Here, we'll explore loosely coupling react hooks with dependency inversion as a way to manage side effects.

NB: The hooks code given here, uses react-query hooks for simplicity cos I'm rushing to write this. I hope that's not a problem. Perhaps, someone will write the equivalent implementations using out-of-the-box react hooks.

We'll consider a simple react hook, that fetches a list of users in two ways:

1. No dependency inversion

const useFetchUsers = () => {
  const { data } = useQuery("cache:users", () => fetch("https://api.example.com/users"));
  return data;
};

Using this is simple:

const users = useFetchUsers();

But we've lost the ability to explicitly specify how the hook should fetch users, without using a mocking library.

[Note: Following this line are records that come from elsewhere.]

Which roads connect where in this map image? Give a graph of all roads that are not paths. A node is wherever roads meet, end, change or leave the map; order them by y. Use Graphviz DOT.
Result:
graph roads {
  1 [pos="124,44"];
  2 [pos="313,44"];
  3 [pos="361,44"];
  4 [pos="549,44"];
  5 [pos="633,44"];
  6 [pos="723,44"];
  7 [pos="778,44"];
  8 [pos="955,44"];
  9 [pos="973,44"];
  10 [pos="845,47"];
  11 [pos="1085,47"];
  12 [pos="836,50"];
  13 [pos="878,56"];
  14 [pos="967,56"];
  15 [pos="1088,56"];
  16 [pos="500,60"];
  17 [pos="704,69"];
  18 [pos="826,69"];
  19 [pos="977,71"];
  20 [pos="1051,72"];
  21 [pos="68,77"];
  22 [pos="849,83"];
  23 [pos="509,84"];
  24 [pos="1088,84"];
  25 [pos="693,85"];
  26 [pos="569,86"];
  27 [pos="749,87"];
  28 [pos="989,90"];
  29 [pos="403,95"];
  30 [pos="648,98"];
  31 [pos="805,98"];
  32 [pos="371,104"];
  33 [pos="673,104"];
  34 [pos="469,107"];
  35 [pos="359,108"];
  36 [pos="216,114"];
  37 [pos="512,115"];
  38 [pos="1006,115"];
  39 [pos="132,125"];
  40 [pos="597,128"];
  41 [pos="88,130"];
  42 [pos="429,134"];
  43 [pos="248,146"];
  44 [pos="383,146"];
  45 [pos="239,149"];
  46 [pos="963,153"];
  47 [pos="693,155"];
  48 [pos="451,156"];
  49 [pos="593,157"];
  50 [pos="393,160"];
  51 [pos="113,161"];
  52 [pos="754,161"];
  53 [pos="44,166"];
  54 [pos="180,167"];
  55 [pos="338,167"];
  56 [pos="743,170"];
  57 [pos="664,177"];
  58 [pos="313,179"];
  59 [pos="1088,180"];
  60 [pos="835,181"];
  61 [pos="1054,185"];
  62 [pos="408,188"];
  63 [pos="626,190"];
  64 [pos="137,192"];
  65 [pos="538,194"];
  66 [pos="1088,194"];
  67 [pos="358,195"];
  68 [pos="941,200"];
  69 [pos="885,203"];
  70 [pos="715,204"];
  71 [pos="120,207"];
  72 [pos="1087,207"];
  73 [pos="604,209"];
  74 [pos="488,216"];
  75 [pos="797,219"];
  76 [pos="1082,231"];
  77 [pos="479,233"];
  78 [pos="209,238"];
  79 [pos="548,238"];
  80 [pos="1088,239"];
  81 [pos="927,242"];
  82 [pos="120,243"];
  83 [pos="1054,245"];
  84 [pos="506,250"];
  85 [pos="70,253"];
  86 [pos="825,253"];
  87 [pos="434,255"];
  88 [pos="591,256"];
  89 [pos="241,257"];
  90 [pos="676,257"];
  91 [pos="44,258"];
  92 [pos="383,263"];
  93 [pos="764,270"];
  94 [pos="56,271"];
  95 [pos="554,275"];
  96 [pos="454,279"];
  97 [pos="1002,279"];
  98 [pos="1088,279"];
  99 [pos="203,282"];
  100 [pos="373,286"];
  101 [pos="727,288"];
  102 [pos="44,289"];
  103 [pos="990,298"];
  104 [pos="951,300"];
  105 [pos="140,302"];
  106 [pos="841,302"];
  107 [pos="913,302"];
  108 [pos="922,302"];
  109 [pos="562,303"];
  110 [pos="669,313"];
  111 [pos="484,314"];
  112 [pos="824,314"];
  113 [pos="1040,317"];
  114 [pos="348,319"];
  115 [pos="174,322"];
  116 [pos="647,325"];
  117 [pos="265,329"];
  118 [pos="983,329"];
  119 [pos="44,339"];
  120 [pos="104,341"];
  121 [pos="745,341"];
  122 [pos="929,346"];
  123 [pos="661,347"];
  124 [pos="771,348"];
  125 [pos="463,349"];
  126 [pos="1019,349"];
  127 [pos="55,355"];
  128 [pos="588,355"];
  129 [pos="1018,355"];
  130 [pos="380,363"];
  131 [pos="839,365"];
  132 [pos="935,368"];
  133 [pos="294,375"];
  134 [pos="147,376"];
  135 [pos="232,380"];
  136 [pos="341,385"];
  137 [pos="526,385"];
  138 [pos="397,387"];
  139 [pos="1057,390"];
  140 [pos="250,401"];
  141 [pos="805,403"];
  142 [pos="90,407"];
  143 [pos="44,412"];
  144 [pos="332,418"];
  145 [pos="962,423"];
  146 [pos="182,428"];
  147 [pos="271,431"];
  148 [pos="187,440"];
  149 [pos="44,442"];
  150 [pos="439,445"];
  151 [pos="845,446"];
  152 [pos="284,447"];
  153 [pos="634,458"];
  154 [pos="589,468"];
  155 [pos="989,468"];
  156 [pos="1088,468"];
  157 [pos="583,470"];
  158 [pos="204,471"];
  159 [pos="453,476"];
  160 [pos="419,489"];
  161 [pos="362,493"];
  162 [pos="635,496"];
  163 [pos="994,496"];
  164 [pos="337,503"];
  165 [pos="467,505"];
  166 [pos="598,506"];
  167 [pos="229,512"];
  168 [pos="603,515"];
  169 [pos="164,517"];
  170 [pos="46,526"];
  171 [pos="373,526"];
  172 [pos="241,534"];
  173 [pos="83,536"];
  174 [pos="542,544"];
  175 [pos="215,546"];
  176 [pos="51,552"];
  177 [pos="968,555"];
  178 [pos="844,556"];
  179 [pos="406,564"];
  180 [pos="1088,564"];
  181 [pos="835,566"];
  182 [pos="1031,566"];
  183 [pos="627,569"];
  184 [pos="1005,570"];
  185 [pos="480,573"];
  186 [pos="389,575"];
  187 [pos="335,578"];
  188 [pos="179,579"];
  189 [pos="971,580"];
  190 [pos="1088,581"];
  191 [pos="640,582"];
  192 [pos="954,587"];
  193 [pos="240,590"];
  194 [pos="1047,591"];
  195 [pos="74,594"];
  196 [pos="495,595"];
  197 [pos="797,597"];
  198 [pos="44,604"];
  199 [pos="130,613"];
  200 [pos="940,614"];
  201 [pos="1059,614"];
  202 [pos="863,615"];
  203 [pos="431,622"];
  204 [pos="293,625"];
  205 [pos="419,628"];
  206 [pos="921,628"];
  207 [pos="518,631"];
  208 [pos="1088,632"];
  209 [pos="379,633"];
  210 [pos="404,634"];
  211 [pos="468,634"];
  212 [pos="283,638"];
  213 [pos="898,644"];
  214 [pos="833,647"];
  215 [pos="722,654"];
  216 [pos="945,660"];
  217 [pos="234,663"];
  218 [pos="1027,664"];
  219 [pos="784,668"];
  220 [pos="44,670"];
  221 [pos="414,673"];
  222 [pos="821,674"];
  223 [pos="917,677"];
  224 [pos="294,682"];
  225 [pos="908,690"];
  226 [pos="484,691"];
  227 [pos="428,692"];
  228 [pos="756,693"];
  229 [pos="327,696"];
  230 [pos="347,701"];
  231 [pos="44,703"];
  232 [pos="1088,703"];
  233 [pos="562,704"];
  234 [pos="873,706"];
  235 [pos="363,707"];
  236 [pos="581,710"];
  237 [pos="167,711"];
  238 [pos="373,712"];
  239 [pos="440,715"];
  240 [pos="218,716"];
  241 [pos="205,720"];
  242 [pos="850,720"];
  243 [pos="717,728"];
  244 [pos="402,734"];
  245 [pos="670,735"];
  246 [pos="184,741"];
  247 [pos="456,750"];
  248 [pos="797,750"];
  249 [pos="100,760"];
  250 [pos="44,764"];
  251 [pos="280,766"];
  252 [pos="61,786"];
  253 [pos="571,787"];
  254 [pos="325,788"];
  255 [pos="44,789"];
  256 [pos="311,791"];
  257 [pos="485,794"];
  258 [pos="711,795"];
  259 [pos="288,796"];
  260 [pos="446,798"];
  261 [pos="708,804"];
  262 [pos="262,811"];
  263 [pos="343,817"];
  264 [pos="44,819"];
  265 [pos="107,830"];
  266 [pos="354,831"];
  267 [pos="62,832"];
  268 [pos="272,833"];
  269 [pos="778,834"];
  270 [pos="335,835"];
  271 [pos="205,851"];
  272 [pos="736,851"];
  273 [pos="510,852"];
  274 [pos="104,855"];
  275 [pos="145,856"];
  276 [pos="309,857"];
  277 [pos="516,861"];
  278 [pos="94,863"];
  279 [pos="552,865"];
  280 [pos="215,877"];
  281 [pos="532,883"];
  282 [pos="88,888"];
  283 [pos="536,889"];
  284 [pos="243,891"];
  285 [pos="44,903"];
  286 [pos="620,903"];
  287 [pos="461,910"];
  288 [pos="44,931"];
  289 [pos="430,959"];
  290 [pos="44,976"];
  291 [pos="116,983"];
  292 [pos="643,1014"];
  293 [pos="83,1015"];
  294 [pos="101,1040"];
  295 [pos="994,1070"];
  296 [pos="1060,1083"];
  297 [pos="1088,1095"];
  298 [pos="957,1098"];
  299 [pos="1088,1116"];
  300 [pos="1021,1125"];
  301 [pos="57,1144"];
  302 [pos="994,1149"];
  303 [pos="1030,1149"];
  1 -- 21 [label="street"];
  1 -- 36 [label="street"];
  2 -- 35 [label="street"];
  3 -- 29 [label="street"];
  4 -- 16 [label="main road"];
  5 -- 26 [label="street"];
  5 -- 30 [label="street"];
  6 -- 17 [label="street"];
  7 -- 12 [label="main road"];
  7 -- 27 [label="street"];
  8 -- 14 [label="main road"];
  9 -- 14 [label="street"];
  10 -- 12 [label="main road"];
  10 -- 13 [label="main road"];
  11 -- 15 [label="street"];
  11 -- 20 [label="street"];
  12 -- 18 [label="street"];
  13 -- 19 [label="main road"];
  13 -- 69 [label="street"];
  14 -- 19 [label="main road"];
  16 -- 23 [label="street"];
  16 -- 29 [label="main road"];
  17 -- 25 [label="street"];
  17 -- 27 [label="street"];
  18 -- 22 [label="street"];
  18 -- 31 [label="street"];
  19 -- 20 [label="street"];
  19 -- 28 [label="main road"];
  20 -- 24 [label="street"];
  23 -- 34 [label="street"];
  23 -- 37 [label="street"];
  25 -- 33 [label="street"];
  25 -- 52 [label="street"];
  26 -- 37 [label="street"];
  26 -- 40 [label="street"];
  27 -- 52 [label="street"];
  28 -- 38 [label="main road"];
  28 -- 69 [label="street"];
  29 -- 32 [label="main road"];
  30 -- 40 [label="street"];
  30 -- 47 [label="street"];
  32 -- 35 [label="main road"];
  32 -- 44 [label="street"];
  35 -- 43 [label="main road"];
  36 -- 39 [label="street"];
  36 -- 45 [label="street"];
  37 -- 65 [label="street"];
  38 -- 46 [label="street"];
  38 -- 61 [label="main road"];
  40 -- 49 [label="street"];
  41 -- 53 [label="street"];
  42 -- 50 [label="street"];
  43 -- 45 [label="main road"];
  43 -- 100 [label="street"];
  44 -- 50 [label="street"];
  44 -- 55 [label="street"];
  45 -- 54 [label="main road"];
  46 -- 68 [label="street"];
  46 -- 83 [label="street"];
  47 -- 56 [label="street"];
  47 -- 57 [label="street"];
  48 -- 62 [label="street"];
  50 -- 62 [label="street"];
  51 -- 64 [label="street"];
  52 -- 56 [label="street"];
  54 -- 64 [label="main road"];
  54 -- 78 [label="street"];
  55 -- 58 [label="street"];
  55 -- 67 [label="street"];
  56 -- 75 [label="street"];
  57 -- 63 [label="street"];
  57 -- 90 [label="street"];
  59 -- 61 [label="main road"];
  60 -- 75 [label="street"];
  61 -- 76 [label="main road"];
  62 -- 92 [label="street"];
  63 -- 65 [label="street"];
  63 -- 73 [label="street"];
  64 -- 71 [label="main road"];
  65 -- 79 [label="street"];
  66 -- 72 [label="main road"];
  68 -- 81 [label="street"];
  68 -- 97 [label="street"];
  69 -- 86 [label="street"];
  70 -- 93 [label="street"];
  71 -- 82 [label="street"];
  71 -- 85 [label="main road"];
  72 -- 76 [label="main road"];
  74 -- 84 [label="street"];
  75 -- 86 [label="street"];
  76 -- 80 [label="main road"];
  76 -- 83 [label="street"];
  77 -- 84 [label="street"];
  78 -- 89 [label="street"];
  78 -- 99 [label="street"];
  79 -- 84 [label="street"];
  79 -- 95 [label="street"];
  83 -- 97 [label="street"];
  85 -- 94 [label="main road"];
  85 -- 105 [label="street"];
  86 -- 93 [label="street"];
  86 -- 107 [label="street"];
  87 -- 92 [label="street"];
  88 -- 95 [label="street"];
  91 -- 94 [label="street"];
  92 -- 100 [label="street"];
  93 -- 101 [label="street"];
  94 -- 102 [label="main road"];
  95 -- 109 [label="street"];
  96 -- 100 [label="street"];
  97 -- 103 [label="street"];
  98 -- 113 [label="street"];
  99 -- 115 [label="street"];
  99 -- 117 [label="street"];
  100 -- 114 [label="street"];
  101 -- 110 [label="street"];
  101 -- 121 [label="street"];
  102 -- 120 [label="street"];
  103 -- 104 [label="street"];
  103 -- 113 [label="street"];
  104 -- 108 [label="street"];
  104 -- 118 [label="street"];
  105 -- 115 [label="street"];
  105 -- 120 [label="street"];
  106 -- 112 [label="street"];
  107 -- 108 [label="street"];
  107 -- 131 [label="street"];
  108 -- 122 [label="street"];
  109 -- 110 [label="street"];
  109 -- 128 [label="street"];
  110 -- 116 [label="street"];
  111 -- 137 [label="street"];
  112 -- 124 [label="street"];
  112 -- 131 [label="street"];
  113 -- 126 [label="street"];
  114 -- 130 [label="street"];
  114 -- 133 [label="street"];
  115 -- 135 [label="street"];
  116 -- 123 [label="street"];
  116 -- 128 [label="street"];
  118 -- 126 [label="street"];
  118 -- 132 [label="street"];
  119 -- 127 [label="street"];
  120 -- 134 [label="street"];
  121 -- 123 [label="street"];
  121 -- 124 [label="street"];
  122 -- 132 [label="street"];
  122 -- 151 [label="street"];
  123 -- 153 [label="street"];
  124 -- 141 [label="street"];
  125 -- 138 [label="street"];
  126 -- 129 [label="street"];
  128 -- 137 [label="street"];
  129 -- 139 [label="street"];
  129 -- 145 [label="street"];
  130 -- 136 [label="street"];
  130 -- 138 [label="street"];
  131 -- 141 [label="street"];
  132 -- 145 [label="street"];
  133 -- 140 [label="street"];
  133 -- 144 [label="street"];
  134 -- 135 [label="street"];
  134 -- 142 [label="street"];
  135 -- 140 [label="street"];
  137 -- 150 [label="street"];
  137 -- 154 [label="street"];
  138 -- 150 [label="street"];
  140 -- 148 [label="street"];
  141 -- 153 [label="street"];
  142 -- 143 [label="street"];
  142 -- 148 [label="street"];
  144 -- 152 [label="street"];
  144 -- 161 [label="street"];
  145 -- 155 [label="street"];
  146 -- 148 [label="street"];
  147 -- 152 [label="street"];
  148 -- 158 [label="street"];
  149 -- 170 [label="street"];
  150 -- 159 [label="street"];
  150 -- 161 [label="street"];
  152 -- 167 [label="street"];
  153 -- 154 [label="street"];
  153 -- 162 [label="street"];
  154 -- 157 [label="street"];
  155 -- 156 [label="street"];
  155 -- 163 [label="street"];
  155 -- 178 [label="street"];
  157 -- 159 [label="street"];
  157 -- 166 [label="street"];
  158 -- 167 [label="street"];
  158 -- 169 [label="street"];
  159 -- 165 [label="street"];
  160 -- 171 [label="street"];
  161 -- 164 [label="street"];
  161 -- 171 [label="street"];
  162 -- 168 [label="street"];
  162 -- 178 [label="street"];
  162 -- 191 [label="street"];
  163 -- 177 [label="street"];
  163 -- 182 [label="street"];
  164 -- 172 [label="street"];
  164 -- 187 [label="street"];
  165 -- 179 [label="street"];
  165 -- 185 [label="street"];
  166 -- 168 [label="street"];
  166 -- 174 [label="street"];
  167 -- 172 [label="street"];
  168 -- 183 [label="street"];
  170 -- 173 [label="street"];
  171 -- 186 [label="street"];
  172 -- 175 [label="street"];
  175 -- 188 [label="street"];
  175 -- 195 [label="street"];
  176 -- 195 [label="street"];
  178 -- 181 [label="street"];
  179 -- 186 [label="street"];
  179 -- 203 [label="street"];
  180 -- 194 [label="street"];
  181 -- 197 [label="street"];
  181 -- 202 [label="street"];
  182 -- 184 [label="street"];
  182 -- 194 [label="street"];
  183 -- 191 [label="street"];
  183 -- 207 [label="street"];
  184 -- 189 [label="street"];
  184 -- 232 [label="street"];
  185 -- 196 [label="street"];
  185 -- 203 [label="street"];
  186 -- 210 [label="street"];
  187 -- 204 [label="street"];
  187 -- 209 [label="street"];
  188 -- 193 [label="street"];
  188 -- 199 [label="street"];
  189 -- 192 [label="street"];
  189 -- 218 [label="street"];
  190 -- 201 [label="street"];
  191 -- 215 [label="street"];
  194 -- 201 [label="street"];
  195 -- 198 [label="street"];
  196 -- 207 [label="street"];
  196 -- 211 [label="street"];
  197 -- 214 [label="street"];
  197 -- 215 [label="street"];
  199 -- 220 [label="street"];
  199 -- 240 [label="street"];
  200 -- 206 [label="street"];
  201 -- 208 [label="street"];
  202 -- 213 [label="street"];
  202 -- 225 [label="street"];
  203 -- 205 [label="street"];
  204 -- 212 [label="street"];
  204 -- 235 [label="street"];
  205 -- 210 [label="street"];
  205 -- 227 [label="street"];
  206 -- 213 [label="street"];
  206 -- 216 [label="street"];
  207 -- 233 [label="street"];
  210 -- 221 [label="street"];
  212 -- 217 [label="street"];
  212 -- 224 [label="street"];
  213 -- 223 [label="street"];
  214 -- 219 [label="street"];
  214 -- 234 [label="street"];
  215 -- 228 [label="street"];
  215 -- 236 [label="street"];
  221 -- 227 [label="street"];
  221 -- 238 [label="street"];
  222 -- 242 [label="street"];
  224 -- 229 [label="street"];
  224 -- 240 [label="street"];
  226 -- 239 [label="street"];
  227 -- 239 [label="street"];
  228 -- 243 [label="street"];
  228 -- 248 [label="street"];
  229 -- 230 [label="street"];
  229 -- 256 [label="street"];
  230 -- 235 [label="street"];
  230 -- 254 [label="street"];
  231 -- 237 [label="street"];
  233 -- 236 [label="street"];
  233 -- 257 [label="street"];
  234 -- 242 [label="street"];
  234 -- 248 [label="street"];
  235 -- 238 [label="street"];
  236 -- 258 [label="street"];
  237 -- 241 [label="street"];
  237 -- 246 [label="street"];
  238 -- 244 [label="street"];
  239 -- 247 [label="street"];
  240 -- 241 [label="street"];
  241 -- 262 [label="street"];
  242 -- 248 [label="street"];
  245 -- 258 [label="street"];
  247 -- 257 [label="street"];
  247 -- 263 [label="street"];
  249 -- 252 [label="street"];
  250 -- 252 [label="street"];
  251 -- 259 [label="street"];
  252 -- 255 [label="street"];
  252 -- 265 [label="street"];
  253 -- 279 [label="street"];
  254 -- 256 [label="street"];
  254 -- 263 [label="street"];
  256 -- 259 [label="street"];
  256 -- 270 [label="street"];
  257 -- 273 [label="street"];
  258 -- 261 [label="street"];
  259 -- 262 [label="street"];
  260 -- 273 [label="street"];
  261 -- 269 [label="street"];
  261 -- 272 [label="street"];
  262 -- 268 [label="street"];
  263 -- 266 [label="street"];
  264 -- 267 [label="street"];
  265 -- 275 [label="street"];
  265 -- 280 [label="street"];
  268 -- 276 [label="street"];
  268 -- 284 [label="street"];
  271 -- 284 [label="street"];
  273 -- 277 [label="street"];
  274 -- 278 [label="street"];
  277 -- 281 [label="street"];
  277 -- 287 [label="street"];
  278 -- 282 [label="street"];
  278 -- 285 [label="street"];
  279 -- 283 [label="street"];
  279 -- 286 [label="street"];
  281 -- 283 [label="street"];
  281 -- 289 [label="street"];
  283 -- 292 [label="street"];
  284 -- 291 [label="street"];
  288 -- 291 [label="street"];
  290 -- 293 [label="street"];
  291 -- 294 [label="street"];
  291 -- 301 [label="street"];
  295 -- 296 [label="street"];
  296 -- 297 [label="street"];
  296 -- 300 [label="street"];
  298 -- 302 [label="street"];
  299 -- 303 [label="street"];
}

2. With Dependency Inversion

/**
* @param {() => Promise<any[]>} fetchUsers
*/
const useFetchUsers = ({ fetchUsers }) => {
  const { data } = useQuery("cache:users", fetchUsers);
  return data;
}

Here, we pass fetchUsers as a dependency in the props. This means, our hook is not tightly-coupled to a particular way of fetching users.

To use, we write:

const users = useFetchUsers({
  fetchUsers: () => fetch("https://api.example.com/users")
});

Why?

The main difference between the two is having implicit vs explicit dependencies. I believe explicitly declaring dependencies, better adheres to the functional paradigm that react tries to emulate, and makes for more testable code.